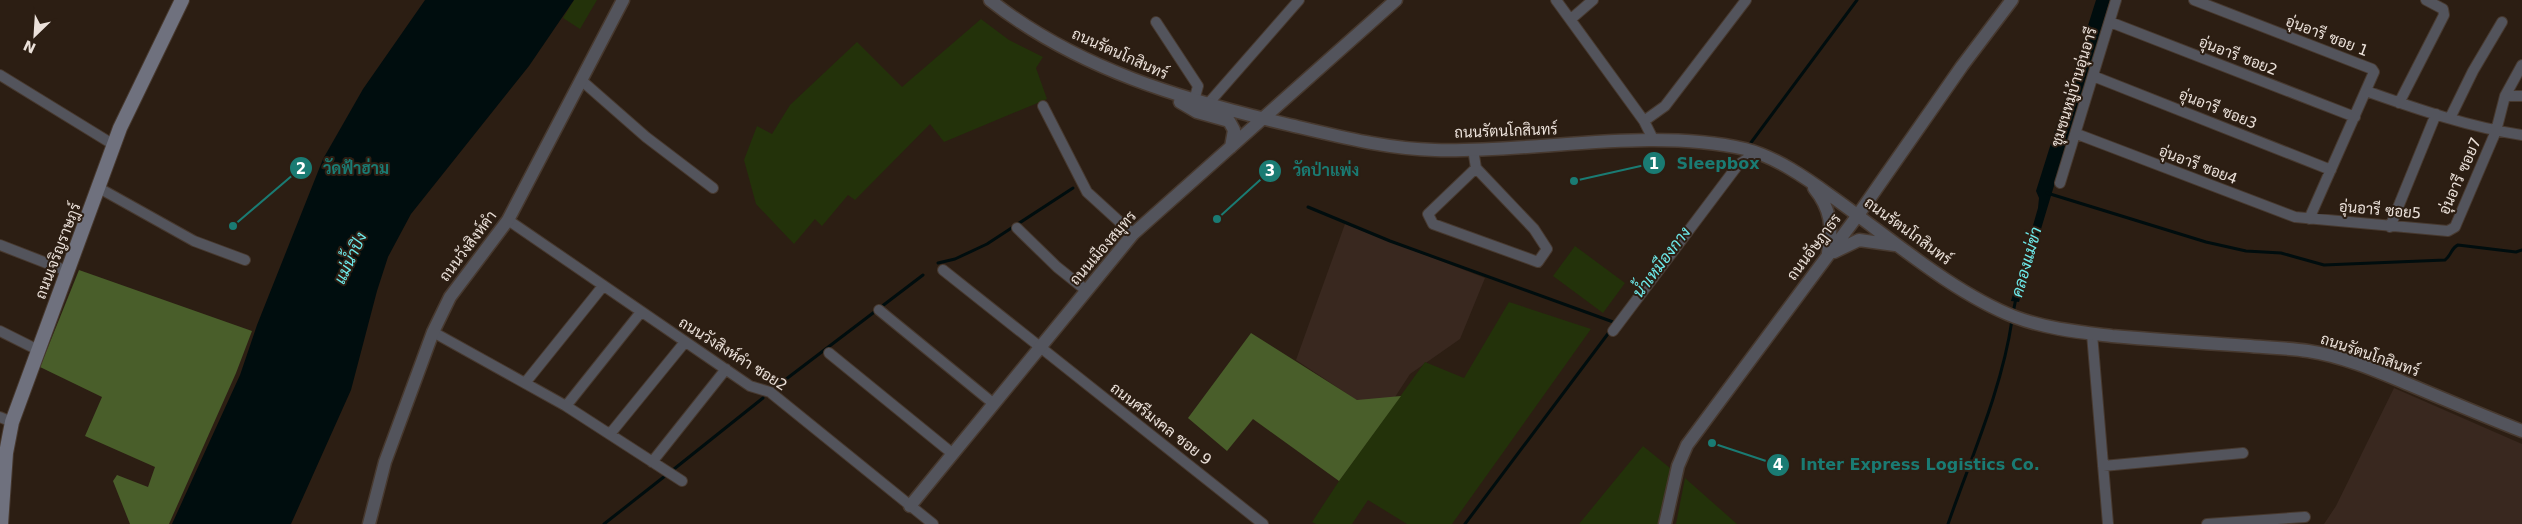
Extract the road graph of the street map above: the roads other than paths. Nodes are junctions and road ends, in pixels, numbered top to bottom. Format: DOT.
graph roads {
  1 [pos="182,0"];
  2 [pos="623,0"];
  3 [pos="990,0"];
  4 [pos="1299,0"];
  5 [pos="1396,0"];
  6 [pos="1556,0"];
  7 [pos="1592,0"];
  8 [pos="1746,0"];
  9 [pos="2012,0"];
  10 [pos="2116,0"];
  11 [pos="2194,0"];
  12 [pos="2426,0"];
  13 [pos="1571,19"];
  14 [pos="1156,22"];
  15 [pos="2110,22"];
  16 [pos="2502,22"];
  17 [pos="2522,65"];
  18 [pos="0,75"];
  19 [pos="2093,76"];
  20 [pos="581,80"];
  21 [pos="1160,91"];
  22 [pos="2366,91"];
  23 [pos="2505,96"];
  24 [pos="2522,96"];
  25 [pos="1194,101"];
  26 [pos="2399,102"];
  27 [pos="1206,105"];
  28 [pos="1043,106"];
  29 [pos="2436,114"];
  30 [pos="1263,118"];
  31 [pos="2355,118"];
  32 [pos="2450,118"];
  33 [pos="1644,121"];
  34 [pos="2496,131"];
  35 [pos="2077,134"];
  36 [pos="2522,135"];
  37 [pos="1654,141"];
  38 [pos="114,145"];
  39 [pos="1231,147"];
  40 [pos="1473,150"];
  41 [pos="1753,152"];
  42 [pos="1476,168"];
  43 [pos="2331,170"];
  44 [pos="1804,177"];
  45 [pos="2060,183"];
  46 [pos="99,188"];
  47 [pos="713,188"];
  48 [pos="1858,215"];
  49 [pos="2309,219"];
  50 [pos="508,220"];
  51 [pos="2390,227"];
  52 [pos="1017,228"];
  53 [pos="2448,231"];
  54 [pos="1133,234"];
  55 [pos="0,245"];
  56 [pos="1902,247"];
  57 [pos="1827,257"];
  58 [pos="245,260"];
  59 [pos="944,270"];
  60 [pos="67,271"];
  61 [pos="603,286"];
  62 [pos="1087,291"];
  63 [pos="879,310"];
  64 [pos="641,312"];
  65 [pos="1613,331"];
  66 [pos="0,332"];
  67 [pos="433,332"];
  68 [pos="2092,334"];
  69 [pos="686,342"];
  70 [pos="1041,347"];
  71 [pos="38,350"];
  72 [pos="829,353"];
  73 [pos="726,369"];
  74 [pos="525,383"];
  75 [pos="994,404"];
  76 [pos="566,406"];
  77 [pos="6,419"];
  78 [pos="2522,431"];
  79 [pos="610,434"];
  80 [pos="2243,453"];
  81 [pos="953,454"];
  82 [pos="652,462"];
  83 [pos="2103,466"];
  84 [pos="682,481"];
  85 [pos="910,506"];
  86 [pos="2305,517"];
  87 [pos="1,524"];
  88 [pos="369,524"];
  89 [pos="933,524"];
  90 [pos="1263,524"];
  91 [pos="1665,524"];
  92 [pos="2108,524"];
  93 [pos="2207,524"];
  1 -- 38 [label="main road, ถนนเจริญราษฎร์"];
  2 -- 20 [label="street, ถนนวังสิงห์คำ"];
  3 -- 21 [label="street, ถนนรัตนโกสินทร์"];
  4 -- 27 [label="street"];
  5 -- 30 [label="street, ถนนเมืองสมุทร"];
  6 -- 13 [label="street"];
  7 -- 13 [label="street"];
  8 -- 33 [label="street"];
  9 -- 48 [label="street, ถนนอัษฎาธร"];
  10 -- 15 [label="street, ชุมชนหมู่บ้านอุ่นอารี"];
  11 -- 22 [label="street, อุ่นอารี ซอย 1"];
  12 -- 26 [label="street"];
  13 -- 33 [label="street"];
  14 -- 25 [label="street"];
  15 -- 19 [label="street, ชุมชนหมู่บ้านอุ่นอารี"];
  15 -- 31 [label="street, อุ่นอารี ซอย2"];
  16 -- 32 [label="street"];
  17 -- 23 [label="street, อุ่นอารี ซอย7"];
  18 -- 38 [label="street"];
  19 -- 35 [label="street, ชุมชนหมู่บ้านอุ่นอารี"];
  19 -- 43 [label="street, อุ่นอารี ซอย3"];
  20 -- 47 [label="street"];
  20 -- 50 [label="street, ถนนวังสิงห์คำ"];
  21 -- 25 [label="street, ถนนรัตนโกสินทร์"];
  21 -- 39 [label="street"];
  22 -- 26 [label="street"];
  22 -- 31 [label="street"];
  23 -- 24 [label="street"];
  23 -- 34 [label="street, อุ่นอารี ซอย7"];
  25 -- 27 [label="street, ถนนรัตนโกสินทร์"];
  26 -- 29 [label="street"];
  27 -- 30 [label="street, ถนนรัตนโกสินทร์"];
  28 -- 54 [label="street"];
  29 -- 32 [label="street"];
  29 -- 51 [label="street"];
  30 -- 39 [label="street, ถนนเมืองสมุทร"];
  30 -- 40 [label="street, ถนนรัตนโกสินทร์"];
  31 -- 43 [label="street"];
  32 -- 34 [label="street"];
  33 -- 37 [label="street"];
  34 -- 36 [label="street"];
  34 -- 53 [label="street, อุ่นอารี ซอย7"];
  35 -- 45 [label="street, ชุมชนหมู่บ้านอุ่นอารี"];
  35 -- 49 [label="street, อุ่นอารี ซอย4"];
  37 -- 40 [label="street, ถนนรัตนโกสินทร์"];
  37 -- 41 [label="street, ถนนรัตนโกสินทร์"];
  38 -- 46 [label="main road, ถนนเจริญราษฎร์"];
  39 -- 54 [label="street, ถนนเมืองสมุทร"];
  40 -- 42 [label="street"];
  41 -- 44 [label="street, ถนนรัตนโกสินทร์"];
  41 -- 65 [label="street"];
  42 -- 42 [label="street"];
  43 -- 49 [label="street"];
  44 -- 48 [label="street, ถนนรัตนโกสินทร์"];
  44 -- 57 [label="street"];
  46 -- 58 [label="street"];
  46 -- 60 [label="main road, ถนนเจริญราษฎร์"];
  48 -- 56 [label="street, ถนนรัตนโกสินทร์"];
  48 -- 57 [label="street, ถนนอัษฎาธร"];
  49 -- 51 [label="street, อุ่นอารี ซอย5"];
  50 -- 61 [label="street, ถนนวังสิงห์คำ ซอย2"];
  50 -- 67 [label="street, ถนนวังสิงห์คำ"];
  51 -- 53 [label="street, อุ่นอารี ซอย5"];
  52 -- 62 [label="street"];
  54 -- 62 [label="street, ถนนเมืองสมุทร"];
  55 -- 60 [label="street"];
  56 -- 57 [label="street"];
  56 -- 68 [label="street, ถนนรัตนโกสินทร์"];
  57 -- 91 [label="street, ถนนอัษฎาธร"];
  59 -- 70 [label="street, ถนนศรีมงคล ซอย 9"];
  60 -- 71 [label="main road, ถนนเจริญราษฎร์"];
  61 -- 64 [label="street, ถนนวังสิงห์คำ ซอย2"];
  61 -- 74 [label="street"];
  62 -- 70 [label="street, ถนนเมืองสมุทร"];
  63 -- 75 [label="street"];
  64 -- 69 [label="street, ถนนวังสิงห์คำ ซอย2"];
  64 -- 76 [label="street"];
  66 -- 71 [label="street"];
  67 -- 74 [label="street"];
  67 -- 88 [label="street, ถนนวังสิงห์คำ"];
  68 -- 78 [label="street, ถนนรัตนโกสินทร์"];
  68 -- 83 [label="street"];
  69 -- 73 [label="street, ถนนวังสิงห์คำ ซอย2"];
  69 -- 79 [label="street"];
  70 -- 75 [label="street, ถนนเมืองสมุทร"];
  70 -- 90 [label="street, ถนนศรีมงคล ซอย 9"];
  71 -- 77 [label="main road, ถนนเจริญราษฎร์"];
  72 -- 81 [label="street"];
  73 -- 82 [label="street"];
  73 -- 85 [label="street, ถนนวังสิงห์คำ ซอย2"];
  74 -- 76 [label="street"];
  75 -- 81 [label="street, ถนนเมืองสมุทร"];
  76 -- 79 [label="street"];
  77 -- 87 [label="main road, ถนนเจริญราษฎร์"];
  79 -- 82 [label="street"];
  80 -- 83 [label="street"];
  81 -- 85 [label="street, ถนนเมืองสมุทร"];
  82 -- 84 [label="street"];
  83 -- 92 [label="street"];
  85 -- 89 [label="street, ถนนวังสิงห์คำ ซอย2"];
  86 -- 93 [label="street"];
}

- _What this task involves_
In the lines above, locate the string "ถนนร". Copy every line where it occurs.

- _Solution below_
  3 -- 21 [label="street, ถนนรัตนโกสินทร์"];
  21 -- 25 [label="street, ถนนรัตนโกสินทร์"];
  25 -- 27 [label="street, ถนนรัตนโกสินทร์"];
  27 -- 30 [label="street, ถนนรัตนโกสินทร์"];
  30 -- 40 [label="street, ถนนรัตนโกสินทร์"];
  37 -- 40 [label="street, ถนนรัตนโกสินทร์"];
  37 -- 41 [label="street, ถนนรัตนโกสินทร์"];
  41 -- 44 [label="street, ถนนรัตนโกสินทร์"];
  44 -- 48 [label="street, ถนนรัตนโกสินทร์"];
  48 -- 56 [label="street, ถนนรัตนโกสินทร์"];
  56 -- 68 [label="street, ถนนรัตนโกสินทร์"];
  68 -- 78 [label="street, ถนนรัตนโกสินทร์"];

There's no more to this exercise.